39Les réseaux d’acteurs mentionnés par nos interlocuteurs ne sont plus les mêmes. En effet, les répondants de la nouvelle équipe évoquent comme leviers dans cette phase les bonnes relations institutionnelles qu’ils entretiennent en interne (notamment avec les services techniques) et en externes (avec les autres cantons). Or ces relations sont canalisées par des réseaux relativement formels. C’est le cas pour les liens entre l’équipe de projet et le service informatique, auparavant perçus comme litigieux et qui se sont normalisés après une « re-répartition formelle des tâches ». C’est aussi le cas des réseaux externes, notamment le réseau « des cantons » autour du VE en Suisse. Ce réseau, fondé par la confédération, permet au projet selon certains répondants, de trouver des ancrages dans d’autres cantons.

40Selon nos interlocuteurs, la phase de diffusion s’appuie sur des réseaux plus institutionnels, gravitant moins autour des réseaux personnels des membres de l’équipe de projet. La lecture proposée par la nouvelle équipe serait la suivante : les réseaux d’acteurs se formalisent et, conséquence souhaitée ou non, le projet s’affranchit des blocages liés aux tensions interindividuelles.

41Figure 1 – Résumé des trois réseaux mis au jour lors de ces entretiens

4. Éléments de discussion

42Revenons sur nos résultats en mobilisant les apports de la littérature soulevés plus haut. Nous décrirons ici les caractéristiques des réseaux relevés : l’ouverture, la qualité des liens, la centralité des acteurs ainsi que leur composition. Ensuite, nous montrerons comment notre exemple fait ressortir l’idée selon laquelle les réseaux peuvent jouer un rôle différent en fonction des phases de l’innovation. Enfin nous ferons un bref retour la notion de complexité de l’innovation publique à la lumière de nos résultats.
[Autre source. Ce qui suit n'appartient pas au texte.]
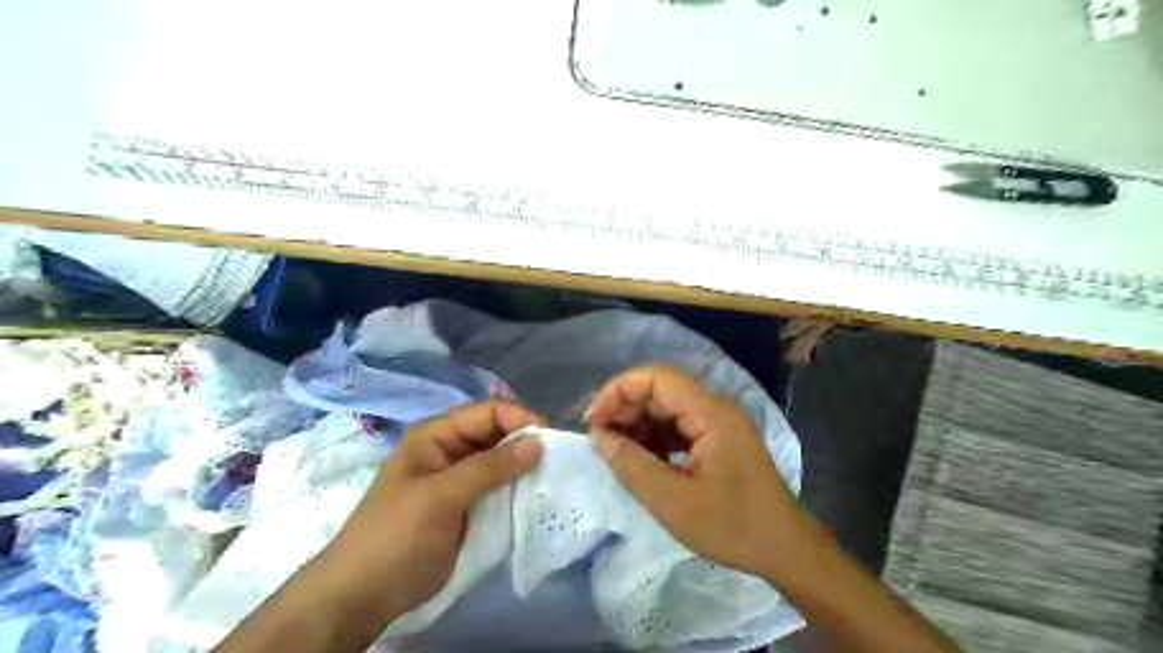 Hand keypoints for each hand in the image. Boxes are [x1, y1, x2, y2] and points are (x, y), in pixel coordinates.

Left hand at [317, 400, 544, 624]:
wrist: (365, 595)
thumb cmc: (396, 536)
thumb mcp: (441, 497)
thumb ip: (489, 468)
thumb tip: (538, 442)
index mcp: (436, 435)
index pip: (488, 412)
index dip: (520, 419)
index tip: (550, 440)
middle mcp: (450, 449)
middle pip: (498, 432)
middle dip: (526, 442)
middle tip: (557, 461)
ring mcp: (460, 478)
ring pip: (502, 460)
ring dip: (525, 467)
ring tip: (552, 478)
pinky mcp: (468, 504)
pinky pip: (500, 486)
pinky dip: (518, 488)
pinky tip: (536, 496)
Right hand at [592, 365, 809, 577]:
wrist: (785, 549)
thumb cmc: (732, 527)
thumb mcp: (672, 501)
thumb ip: (630, 464)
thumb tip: (598, 436)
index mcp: (710, 413)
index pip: (656, 377)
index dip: (618, 391)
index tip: (593, 420)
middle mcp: (715, 407)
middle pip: (660, 390)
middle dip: (625, 409)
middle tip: (598, 439)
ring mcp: (719, 422)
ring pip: (667, 408)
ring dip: (638, 425)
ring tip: (615, 451)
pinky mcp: (718, 439)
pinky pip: (678, 426)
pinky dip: (654, 438)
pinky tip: (641, 459) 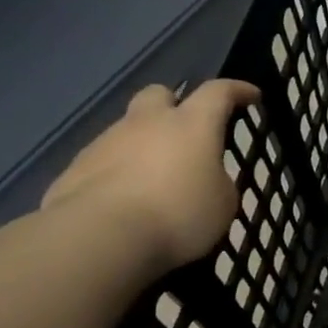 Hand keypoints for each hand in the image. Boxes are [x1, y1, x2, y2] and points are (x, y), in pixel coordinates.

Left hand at [40, 79, 260, 273]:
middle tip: (184, 131)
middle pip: (159, 94)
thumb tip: (204, 178)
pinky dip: (117, 172)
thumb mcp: (222, 204)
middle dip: (174, 105)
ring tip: (153, 180)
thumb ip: (217, 182)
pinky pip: (103, 161)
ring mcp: (106, 142)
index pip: (218, 92)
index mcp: (191, 124)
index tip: (251, 96)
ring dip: (143, 144)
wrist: (100, 237)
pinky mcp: (75, 168)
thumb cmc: (178, 215)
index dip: (237, 90)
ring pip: (128, 129)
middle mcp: (147, 122)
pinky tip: (123, 201) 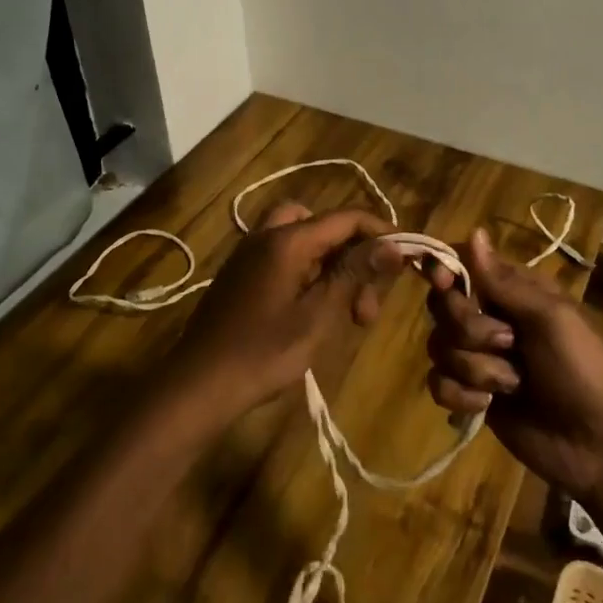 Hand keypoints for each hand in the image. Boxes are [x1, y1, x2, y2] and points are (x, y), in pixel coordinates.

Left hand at [173, 202, 403, 421]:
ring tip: (345, 313)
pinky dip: (308, 274)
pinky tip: (314, 313)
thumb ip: (354, 273)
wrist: (198, 384)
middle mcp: (266, 235)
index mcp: (287, 240)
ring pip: (303, 241)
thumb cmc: (263, 352)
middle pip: (322, 224)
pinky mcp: (241, 275)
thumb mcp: (318, 315)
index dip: (380, 233)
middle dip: (352, 254)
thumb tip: (392, 244)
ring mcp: (249, 254)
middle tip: (365, 303)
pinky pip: (284, 258)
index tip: (404, 262)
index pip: (346, 218)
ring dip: (331, 266)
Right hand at [425, 228, 602, 499]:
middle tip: (507, 343)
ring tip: (511, 384)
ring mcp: (480, 359)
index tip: (444, 283)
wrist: (601, 448)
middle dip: (468, 327)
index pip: (463, 266)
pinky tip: (488, 406)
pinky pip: (439, 383)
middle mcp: (491, 319)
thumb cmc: (584, 370)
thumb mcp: (551, 318)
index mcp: (514, 292)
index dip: (445, 272)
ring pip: (439, 346)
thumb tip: (474, 231)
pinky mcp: (472, 396)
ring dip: (474, 367)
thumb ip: (504, 281)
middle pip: (443, 306)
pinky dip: (461, 395) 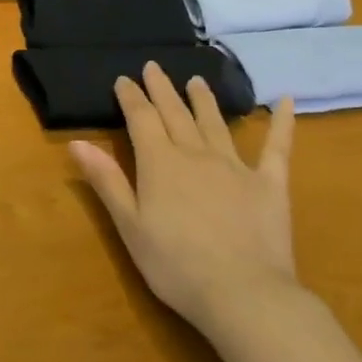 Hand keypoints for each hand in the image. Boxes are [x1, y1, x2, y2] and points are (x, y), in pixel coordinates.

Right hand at [69, 62, 297, 335]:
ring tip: (196, 81)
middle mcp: (196, 154)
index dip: (131, 97)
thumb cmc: (175, 265)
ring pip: (215, 123)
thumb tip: (78, 142)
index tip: (124, 79)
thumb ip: (106, 180)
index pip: (141, 119)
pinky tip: (284, 100)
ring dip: (203, 100)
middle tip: (154, 67)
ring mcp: (236, 167)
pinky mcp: (270, 185)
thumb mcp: (129, 225)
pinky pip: (278, 147)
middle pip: (176, 114)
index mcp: (160, 163)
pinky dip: (281, 122)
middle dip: (162, 89)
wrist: (244, 295) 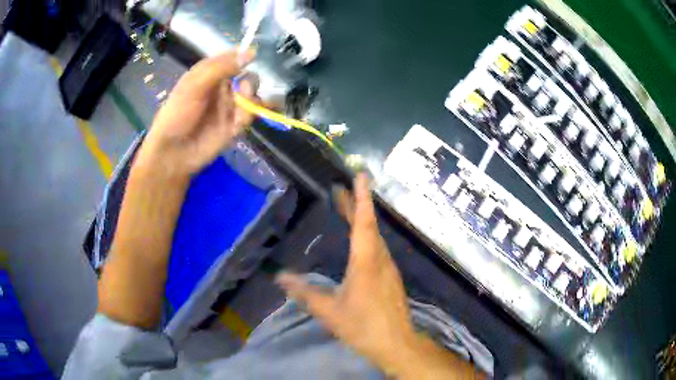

4.1. L’ouverture des réseaux

43De prime abord, il semble que la plupart des réseaux évoqués dans cette recherche soient relativement fermés au sens de Bourdieu (2010) et de Huijboom (2010), l’intégration de nouveaux membres et d’idées éloignées de leur valeur est a priori difficile. C’est notamment le cas des réseaux de partis et de maires. Toutefois, il est possible que cette ouverture change d’un parti à l’autre. Même s’il est difficile de trancher sur l’importance de cette fermeture et sur son rôle sur le processus, nous pouvons affirmer qu’un des grands atouts du projet réside dans la proximité qu’entretiennent les membres de l’équipe initiale avec des réseaux importants (partis politiques, politiciens, etc.). Dès lors, les obstacles liés aux difficultés de communications qu’impliquent ce genre de réseaux fermés (Newman et al., 2001 ; Teske et Schneider, 1994) sont contournés. Nous suggérons que si ces connivences personnelles n’existaient pas, la relative fermeture de ces réseaux aurait pu être un obstacle. C’est ce que nous montre notamment la difficile transition entre les deux équipes de projet.

4.2. La qualité des liens

44À travers ce cas, on retrouve les différents types de lien présentés par Granovetter (1973). L’équipe de projet semble entretenir des liens forts (strong ties) avec le réseau des maires : les répondants évoquent régulièrement la « confiance » qui unit ses membres, par ailleurs habitués à communiquer ensemble. Le réseau des partis politiques ou encore celui des cantons, semblent unir des acteurs qui se connaissent peu et n’ont pas l’habitude de travailler ensemble. Les liens seraient plus faibles ici. Le fait que le réseau des maires (liens forts) soit mobilisé lors de la sélection des solutions et la mise en œuvre,-des phases à haute incertitude-, et que les réseaux à liens faibles, comme celui des cantons, le soient dans la diffusion, va dans le sens de Huijboom (2010).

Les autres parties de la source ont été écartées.